▶ [EXERCISE AIM] Should a line below contain the word "Kraußstraße", report it.
[Start of Attachment]
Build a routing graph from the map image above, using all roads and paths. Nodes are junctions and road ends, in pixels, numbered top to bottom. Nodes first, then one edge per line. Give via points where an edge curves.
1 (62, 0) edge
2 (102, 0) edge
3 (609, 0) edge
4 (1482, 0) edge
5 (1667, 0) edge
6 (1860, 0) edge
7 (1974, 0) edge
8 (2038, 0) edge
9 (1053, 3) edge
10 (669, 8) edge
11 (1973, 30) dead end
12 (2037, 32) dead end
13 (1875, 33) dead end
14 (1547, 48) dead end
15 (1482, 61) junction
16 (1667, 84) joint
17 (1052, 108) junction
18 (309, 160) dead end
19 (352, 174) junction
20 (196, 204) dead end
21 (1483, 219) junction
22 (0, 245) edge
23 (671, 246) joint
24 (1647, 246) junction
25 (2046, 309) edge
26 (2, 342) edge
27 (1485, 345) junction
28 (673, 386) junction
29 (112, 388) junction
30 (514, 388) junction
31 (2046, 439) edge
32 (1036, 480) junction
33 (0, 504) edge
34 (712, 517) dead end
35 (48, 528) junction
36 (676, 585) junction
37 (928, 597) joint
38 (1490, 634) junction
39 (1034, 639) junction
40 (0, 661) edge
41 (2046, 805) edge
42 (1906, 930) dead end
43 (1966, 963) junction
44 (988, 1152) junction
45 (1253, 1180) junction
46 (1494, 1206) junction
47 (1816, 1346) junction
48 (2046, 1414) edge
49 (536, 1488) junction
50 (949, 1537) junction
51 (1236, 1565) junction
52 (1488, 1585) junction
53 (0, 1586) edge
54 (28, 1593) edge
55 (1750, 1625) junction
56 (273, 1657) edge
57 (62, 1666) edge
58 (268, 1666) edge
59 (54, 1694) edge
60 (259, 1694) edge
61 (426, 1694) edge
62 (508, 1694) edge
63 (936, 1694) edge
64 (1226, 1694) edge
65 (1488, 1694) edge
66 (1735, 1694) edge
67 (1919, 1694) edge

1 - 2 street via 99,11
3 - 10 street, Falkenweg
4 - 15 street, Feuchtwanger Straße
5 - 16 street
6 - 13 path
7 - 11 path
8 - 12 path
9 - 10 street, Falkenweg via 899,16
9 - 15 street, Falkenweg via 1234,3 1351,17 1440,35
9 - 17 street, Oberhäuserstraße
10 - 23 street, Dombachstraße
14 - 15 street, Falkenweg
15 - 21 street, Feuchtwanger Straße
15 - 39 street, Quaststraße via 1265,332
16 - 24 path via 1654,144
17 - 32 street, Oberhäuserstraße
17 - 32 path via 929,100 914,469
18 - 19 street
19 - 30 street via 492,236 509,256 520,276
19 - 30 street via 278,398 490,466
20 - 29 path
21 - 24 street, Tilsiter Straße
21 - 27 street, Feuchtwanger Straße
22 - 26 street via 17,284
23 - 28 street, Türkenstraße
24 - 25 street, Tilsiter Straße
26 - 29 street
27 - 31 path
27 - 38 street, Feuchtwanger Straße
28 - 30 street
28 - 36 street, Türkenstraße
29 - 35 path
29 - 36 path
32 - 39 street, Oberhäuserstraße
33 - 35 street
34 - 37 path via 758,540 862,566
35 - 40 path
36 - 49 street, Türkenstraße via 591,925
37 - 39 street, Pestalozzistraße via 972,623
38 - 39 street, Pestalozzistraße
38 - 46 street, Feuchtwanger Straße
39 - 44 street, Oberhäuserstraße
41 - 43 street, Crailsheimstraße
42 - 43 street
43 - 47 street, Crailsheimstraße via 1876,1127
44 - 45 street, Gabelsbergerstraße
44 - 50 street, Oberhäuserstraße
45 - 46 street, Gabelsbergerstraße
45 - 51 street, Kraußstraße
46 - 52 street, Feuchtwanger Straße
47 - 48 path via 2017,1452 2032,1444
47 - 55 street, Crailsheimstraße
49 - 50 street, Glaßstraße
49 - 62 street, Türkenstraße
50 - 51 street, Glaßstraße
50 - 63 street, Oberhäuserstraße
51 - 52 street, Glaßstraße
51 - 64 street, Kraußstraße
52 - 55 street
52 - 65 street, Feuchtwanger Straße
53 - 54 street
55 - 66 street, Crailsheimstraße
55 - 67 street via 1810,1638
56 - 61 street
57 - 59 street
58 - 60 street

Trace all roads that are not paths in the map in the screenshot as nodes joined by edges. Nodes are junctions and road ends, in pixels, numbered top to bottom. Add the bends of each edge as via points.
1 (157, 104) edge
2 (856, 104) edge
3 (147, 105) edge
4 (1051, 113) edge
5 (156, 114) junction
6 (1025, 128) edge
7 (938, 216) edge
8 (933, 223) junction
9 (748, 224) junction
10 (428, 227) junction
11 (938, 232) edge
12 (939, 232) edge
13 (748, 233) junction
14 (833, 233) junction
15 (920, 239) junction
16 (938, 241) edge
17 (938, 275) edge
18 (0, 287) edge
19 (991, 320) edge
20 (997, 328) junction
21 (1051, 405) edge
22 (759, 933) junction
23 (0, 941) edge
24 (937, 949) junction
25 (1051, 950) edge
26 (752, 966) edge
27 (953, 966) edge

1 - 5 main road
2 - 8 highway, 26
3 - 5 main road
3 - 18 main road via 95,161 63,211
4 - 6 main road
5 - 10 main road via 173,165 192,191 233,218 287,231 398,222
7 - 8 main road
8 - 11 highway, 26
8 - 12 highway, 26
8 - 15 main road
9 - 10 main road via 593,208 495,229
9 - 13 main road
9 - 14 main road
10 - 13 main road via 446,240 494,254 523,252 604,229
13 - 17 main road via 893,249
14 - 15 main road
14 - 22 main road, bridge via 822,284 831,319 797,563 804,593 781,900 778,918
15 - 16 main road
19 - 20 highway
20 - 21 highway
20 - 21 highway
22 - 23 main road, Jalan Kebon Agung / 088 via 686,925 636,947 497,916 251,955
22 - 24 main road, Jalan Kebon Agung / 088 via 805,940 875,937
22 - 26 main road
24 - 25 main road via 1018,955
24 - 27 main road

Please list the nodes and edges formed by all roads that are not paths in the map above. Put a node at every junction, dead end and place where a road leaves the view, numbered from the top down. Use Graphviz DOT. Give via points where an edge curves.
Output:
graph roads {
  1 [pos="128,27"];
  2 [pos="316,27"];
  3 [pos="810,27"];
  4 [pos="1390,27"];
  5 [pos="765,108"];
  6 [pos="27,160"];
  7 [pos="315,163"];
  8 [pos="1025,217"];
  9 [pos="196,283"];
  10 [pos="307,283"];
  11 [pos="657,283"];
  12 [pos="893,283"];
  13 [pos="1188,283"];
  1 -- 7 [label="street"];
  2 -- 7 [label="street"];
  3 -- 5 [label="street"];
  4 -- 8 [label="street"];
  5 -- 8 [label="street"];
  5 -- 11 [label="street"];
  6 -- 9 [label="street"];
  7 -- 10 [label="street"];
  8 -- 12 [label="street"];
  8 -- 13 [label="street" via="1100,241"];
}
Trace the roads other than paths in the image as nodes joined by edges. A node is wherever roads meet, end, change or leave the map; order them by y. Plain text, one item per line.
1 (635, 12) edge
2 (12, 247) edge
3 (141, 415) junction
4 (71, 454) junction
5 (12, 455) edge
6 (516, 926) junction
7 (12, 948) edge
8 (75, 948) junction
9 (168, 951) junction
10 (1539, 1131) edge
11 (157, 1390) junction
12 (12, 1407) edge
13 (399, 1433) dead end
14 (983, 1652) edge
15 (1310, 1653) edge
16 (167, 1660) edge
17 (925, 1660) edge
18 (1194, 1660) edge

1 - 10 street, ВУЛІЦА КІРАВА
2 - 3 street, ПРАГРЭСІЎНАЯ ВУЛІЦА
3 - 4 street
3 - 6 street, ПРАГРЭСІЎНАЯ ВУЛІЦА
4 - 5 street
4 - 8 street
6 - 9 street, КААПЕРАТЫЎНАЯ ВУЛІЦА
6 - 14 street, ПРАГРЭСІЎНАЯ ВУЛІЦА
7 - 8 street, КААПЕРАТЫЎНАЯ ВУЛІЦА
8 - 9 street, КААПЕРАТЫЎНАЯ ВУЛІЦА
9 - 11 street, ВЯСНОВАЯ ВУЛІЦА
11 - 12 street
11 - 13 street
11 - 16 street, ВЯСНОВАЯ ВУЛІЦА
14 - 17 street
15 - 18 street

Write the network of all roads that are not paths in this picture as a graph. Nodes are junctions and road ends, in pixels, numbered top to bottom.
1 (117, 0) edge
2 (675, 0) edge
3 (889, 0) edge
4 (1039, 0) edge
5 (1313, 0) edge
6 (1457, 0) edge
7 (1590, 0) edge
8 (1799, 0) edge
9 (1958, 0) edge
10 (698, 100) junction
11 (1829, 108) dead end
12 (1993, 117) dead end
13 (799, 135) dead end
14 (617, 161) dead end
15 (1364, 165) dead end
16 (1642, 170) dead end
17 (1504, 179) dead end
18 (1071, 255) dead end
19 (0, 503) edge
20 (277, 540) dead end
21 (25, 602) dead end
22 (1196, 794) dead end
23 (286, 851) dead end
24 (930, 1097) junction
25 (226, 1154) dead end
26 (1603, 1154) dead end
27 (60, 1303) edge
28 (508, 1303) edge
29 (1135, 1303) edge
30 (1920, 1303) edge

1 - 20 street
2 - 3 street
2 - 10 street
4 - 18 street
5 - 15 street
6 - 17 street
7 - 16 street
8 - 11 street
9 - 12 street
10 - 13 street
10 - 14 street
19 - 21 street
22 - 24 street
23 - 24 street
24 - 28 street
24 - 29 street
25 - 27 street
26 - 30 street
[End of Attachment]
▶ [YOUR RESPONSE]
45 - 51 street, Kraußstraße
51 - 64 street, Kraußstraße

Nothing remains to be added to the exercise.